Core--Training/Career development
Georgetown University, Washington DC
Investigators
Linked publications & trials
Abstract
The proposed post-doctoral tobacco research training program builds on an existing, highly successful Interdisciplinary Doctoral Training Program in Tumor Biology, predoctoral and postdoctoral training programs in Pharmacology, and a newly peer-reviewed and funded Cancer Prevention and control training component of the Tumor Biology Training Program. A focus of the new training program will be to recruit trainees from a consistently large, outstanding, and multi-disciplinary pool of qualified applicants with the M.D., M.D./Ph.D. or Ph.D. degrees in order to prepare them for patient- and population-based translational research in tobacco control. Each trainee will be supported for two years in the training program. The trainees will select a primary research mentor, based on their predoctoral research, course work and/or current research interests. Co-mentors will be assigned to each trainee to insure multi-disciplinary collaborations among mentors. The specific aims are: 1. To recruit and select two post-doctoral trainees per year for a transdisciplinary tobacco research post-doctoral program, with particular attention paid to recruiting women and minorities. 2. To integrate and expand existing training programs at GUMC to create an educational curriculum for post-doctoral trainees, with particular emphasis on the theme of the TTURC (bio-behavioral basis of tobacco use). 3. To provide outstanding mentoring experiences for post-doctoral trainees, including involvement on research projects, as well as clinical and laboratory activities as appropriate. 4. To facilitate the career development of post-doctoral trainees through submission of pilot project and research grant applications.

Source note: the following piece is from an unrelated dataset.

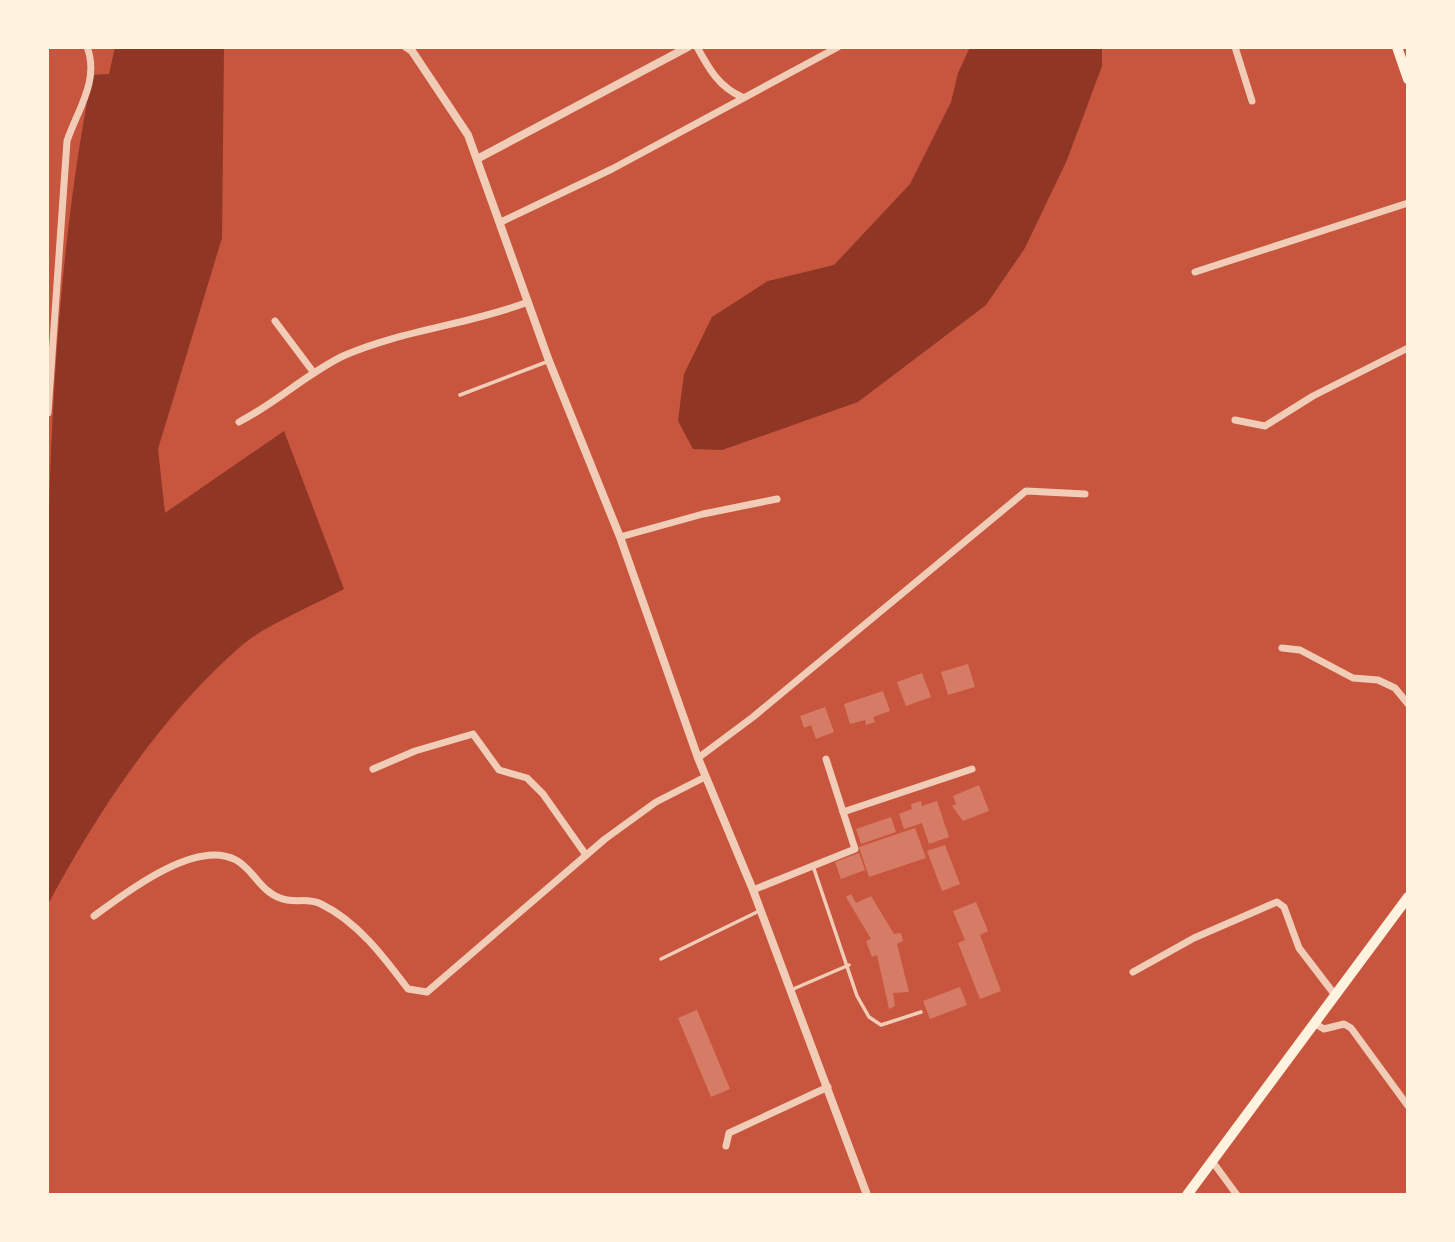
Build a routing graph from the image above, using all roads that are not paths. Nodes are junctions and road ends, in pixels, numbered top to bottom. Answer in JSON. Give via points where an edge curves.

The training integrates multi-disciplinary faculty from the Lombardi Cancer Center (LCC) Programs in Cancer Prevention and Control and Cancer Genetics, as well as the Department of Pharmacology and the Georgetown Grace Dorney Institute on Tobacco and Health, and the National Institutes of Health. This new training program initiative will be co-led by Dr. Jon Kerner, Associate Director of the Lombardi Cancer Center and Control Research Program, Dr. Kenneth Keller, Professor of Pharmacology, and Dr. Janet Audrain, Assistant Professor of Psychiatry.